## Task prompt
Go through the lines of the material and count the ones with the word "Court". Give that count alone.

## Listed records
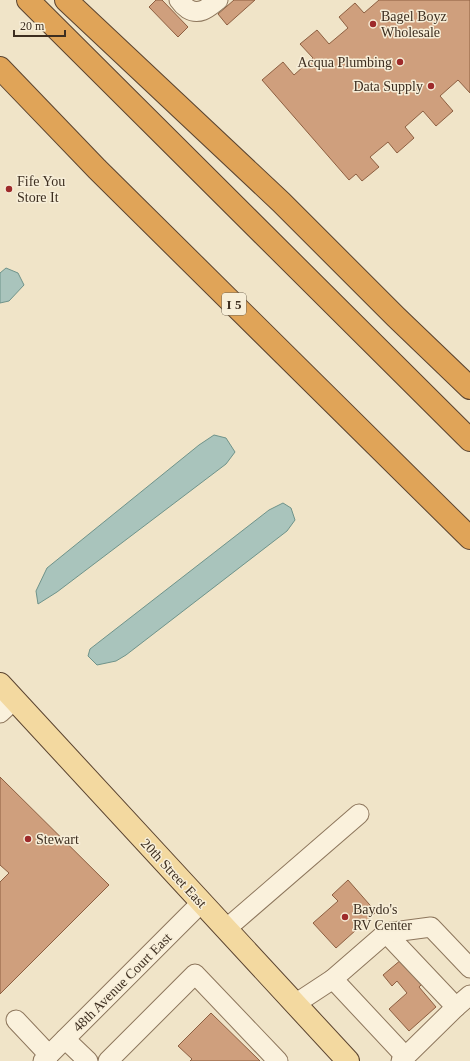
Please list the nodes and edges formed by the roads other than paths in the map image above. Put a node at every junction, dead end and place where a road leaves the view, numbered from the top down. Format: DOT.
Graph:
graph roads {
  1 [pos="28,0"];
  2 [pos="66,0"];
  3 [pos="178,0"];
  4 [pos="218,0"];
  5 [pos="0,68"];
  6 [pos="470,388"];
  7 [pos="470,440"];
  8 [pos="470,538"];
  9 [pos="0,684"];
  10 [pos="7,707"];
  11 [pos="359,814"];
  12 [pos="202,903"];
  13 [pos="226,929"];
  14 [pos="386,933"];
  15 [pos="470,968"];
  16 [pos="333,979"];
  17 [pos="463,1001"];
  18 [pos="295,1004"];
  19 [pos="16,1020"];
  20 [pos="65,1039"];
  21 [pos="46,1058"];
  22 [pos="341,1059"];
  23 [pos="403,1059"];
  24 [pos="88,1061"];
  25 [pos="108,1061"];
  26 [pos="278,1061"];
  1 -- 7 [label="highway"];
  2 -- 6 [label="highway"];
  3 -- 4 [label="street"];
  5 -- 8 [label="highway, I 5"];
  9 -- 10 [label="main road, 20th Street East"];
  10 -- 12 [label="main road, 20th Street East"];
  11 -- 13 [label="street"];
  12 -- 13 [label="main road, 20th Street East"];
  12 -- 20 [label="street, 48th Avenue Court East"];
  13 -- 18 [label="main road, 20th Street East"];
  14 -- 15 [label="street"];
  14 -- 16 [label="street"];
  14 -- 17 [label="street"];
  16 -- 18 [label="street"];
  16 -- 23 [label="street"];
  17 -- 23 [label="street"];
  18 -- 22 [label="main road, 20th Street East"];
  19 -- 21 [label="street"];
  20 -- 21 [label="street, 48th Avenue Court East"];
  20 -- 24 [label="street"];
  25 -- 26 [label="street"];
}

==

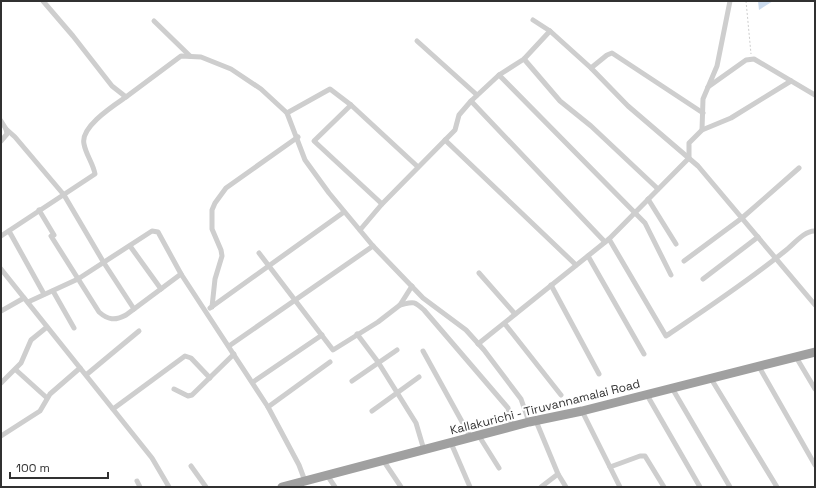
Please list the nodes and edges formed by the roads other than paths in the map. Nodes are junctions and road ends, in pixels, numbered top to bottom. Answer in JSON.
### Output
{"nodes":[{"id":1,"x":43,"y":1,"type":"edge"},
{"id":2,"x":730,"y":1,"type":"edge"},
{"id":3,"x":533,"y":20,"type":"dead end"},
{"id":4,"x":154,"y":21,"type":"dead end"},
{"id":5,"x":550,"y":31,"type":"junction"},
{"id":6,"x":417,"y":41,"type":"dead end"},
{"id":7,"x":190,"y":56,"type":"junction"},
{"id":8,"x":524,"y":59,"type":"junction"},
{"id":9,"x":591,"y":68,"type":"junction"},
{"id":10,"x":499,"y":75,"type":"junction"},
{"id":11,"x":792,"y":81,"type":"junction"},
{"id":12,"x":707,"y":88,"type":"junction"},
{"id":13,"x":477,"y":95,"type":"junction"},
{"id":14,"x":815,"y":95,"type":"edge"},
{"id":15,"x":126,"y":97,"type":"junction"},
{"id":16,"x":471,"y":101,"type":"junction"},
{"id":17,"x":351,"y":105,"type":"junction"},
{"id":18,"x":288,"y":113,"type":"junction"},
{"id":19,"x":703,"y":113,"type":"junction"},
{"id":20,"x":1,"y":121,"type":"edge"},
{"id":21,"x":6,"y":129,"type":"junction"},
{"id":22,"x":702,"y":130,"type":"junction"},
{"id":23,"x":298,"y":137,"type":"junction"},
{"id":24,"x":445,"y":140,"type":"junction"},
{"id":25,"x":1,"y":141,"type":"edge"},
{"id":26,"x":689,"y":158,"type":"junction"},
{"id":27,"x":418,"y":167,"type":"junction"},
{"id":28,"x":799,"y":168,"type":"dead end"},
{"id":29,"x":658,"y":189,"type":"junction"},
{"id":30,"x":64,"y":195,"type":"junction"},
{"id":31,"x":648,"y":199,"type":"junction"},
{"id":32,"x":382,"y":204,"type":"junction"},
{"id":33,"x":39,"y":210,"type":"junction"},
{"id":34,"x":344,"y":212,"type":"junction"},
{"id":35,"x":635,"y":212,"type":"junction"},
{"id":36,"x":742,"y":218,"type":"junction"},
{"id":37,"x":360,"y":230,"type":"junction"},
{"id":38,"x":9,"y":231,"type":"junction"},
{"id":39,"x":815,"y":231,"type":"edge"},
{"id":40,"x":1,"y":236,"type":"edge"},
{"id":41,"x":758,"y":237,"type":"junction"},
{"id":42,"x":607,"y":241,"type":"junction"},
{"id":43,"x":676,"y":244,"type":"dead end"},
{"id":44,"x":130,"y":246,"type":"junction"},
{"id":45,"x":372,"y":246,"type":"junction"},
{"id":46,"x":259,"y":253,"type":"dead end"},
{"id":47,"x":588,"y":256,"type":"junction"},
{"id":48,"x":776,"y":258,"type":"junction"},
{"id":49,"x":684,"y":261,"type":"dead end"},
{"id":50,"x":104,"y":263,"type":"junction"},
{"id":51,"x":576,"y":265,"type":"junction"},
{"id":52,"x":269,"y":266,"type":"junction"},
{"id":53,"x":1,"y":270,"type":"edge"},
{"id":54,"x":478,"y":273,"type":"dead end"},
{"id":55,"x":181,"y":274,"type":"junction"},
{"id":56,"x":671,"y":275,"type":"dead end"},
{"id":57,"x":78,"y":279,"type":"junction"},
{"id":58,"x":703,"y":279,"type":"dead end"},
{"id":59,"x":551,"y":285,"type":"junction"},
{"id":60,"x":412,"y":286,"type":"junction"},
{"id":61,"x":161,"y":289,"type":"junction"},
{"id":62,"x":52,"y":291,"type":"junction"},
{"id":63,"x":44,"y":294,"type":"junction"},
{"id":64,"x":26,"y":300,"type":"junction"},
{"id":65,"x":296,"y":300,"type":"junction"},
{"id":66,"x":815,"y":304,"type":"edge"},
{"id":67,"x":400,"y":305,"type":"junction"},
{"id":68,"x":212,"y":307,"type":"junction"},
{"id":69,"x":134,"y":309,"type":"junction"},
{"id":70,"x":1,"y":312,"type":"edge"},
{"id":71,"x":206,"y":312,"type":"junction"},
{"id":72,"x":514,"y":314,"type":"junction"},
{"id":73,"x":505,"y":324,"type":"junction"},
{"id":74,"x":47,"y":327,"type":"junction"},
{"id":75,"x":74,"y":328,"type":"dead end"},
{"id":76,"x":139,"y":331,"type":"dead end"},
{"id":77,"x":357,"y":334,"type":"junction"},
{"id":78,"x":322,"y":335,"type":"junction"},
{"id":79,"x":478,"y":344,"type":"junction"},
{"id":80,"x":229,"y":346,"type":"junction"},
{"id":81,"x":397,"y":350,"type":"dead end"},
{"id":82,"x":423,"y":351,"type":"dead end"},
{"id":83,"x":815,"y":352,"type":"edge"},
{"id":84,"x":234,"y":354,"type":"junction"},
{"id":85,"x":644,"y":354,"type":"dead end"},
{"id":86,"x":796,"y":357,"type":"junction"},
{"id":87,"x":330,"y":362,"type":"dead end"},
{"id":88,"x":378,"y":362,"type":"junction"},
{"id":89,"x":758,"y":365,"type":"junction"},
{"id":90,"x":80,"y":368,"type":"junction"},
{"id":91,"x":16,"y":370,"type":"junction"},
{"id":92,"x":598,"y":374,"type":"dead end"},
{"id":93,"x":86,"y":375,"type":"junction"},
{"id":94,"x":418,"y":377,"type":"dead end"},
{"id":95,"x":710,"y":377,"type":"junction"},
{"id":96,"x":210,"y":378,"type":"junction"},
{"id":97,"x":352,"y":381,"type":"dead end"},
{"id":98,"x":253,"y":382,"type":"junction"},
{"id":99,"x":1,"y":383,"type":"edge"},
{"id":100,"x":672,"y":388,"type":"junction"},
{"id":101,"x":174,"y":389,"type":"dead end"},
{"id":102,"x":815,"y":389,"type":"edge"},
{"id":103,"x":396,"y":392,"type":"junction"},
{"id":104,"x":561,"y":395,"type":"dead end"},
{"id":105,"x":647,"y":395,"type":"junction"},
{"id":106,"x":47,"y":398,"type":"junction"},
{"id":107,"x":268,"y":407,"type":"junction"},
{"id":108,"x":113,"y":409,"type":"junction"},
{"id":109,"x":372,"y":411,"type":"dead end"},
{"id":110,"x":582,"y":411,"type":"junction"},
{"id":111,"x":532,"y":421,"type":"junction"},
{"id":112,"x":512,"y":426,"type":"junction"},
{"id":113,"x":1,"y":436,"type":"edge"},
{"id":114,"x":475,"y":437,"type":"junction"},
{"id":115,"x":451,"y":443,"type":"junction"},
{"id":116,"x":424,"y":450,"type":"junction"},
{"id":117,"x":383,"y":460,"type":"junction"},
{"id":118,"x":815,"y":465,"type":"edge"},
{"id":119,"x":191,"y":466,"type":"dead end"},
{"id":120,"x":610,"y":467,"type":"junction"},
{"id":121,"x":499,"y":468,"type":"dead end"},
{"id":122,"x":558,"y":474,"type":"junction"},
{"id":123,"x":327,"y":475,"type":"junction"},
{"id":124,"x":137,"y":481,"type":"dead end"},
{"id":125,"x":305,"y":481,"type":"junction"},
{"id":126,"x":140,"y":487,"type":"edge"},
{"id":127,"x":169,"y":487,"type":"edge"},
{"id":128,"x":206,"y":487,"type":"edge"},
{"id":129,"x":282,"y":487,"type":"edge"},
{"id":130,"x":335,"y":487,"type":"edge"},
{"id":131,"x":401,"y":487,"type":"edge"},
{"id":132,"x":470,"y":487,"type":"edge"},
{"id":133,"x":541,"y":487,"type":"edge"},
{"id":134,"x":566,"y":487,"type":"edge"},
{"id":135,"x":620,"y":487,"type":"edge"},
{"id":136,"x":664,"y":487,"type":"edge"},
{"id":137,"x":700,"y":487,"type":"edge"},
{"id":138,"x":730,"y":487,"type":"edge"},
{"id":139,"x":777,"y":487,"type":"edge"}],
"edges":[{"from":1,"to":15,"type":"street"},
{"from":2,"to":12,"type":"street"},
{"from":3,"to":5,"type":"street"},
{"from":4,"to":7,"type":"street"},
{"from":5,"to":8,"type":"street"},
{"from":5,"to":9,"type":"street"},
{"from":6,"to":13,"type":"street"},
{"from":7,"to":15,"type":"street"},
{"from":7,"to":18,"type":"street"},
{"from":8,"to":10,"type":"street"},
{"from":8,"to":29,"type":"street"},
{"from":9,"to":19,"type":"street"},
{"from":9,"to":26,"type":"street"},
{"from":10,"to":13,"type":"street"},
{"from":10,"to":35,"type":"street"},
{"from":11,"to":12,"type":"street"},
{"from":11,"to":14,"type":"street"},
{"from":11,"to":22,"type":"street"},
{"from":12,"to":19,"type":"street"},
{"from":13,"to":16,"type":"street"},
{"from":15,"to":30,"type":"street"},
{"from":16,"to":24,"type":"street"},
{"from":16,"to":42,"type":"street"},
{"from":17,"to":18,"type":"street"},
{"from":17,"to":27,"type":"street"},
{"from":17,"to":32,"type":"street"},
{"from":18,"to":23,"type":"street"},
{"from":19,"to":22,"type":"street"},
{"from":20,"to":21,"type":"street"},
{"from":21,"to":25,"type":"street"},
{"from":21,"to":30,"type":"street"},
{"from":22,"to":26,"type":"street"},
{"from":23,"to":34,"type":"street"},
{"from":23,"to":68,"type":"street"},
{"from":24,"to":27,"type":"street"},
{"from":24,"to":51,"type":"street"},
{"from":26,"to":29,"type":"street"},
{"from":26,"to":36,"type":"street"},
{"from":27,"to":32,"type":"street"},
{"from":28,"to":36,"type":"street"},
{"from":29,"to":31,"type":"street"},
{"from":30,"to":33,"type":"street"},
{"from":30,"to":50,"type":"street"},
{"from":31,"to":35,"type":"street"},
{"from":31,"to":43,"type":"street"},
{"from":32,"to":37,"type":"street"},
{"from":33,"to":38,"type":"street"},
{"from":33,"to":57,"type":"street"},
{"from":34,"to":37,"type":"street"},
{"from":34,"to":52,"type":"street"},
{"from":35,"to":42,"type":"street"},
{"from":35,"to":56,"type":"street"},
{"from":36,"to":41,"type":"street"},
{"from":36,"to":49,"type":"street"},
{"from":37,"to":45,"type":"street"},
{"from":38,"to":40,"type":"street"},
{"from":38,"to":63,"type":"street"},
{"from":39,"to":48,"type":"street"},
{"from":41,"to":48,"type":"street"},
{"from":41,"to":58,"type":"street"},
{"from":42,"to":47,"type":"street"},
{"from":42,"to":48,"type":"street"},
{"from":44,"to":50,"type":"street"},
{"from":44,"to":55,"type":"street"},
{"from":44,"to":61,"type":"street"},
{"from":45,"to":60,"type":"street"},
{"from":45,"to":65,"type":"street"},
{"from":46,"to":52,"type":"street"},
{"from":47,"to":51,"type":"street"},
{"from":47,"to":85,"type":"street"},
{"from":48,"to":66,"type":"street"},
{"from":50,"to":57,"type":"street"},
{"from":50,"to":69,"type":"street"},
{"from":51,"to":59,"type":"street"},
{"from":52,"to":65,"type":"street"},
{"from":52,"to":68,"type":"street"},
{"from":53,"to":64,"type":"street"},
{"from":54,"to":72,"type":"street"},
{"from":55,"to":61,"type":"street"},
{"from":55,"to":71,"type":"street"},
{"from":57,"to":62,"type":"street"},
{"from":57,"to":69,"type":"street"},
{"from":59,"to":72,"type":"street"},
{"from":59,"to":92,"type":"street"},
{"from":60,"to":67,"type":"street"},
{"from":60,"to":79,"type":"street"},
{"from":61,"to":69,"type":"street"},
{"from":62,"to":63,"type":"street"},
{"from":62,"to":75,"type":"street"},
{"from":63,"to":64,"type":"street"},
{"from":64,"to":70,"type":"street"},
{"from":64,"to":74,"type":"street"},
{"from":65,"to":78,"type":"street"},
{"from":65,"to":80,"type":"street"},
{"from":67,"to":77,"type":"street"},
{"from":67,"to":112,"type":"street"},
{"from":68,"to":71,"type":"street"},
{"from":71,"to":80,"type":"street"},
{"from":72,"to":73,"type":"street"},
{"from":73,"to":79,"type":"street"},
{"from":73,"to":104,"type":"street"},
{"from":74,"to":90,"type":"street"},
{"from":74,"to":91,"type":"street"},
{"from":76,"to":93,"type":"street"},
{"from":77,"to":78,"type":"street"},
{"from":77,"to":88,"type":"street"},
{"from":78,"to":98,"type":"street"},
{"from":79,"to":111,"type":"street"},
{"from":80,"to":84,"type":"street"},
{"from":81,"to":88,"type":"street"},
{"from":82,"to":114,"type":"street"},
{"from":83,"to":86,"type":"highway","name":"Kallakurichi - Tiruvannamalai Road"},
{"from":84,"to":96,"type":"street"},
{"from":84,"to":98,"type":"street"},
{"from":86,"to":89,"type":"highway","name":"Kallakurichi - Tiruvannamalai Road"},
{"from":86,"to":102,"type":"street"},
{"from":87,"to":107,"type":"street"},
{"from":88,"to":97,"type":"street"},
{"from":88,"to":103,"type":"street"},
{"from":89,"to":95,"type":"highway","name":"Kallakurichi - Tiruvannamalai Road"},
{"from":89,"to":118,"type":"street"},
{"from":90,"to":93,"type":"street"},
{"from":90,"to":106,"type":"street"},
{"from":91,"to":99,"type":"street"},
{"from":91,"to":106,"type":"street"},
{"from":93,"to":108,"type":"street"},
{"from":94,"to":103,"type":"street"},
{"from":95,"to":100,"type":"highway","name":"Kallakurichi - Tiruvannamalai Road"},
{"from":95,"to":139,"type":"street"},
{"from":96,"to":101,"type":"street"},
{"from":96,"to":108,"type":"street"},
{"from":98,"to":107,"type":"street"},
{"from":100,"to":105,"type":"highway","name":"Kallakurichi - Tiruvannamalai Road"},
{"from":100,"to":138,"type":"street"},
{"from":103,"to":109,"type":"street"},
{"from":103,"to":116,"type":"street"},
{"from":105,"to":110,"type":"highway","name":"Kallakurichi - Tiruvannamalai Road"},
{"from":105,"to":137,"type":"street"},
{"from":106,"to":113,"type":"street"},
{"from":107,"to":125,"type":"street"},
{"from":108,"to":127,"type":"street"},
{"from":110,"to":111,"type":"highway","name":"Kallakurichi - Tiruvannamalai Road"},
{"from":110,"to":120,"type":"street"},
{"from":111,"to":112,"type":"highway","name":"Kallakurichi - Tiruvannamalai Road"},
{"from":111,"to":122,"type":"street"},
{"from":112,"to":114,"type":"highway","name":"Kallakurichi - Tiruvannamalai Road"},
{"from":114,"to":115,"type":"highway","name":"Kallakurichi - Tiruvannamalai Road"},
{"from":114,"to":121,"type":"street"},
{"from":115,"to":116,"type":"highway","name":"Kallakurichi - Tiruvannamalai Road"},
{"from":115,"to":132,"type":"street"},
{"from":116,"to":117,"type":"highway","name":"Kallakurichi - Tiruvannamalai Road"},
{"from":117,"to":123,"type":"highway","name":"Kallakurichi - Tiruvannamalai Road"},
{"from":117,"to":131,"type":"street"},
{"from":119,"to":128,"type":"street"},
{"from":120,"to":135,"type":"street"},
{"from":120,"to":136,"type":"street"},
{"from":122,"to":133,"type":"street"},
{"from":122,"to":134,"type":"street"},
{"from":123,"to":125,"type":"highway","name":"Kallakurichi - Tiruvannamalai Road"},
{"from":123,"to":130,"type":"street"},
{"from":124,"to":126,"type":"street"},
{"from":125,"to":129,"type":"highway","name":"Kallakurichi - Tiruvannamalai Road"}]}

## Solution to the problem
2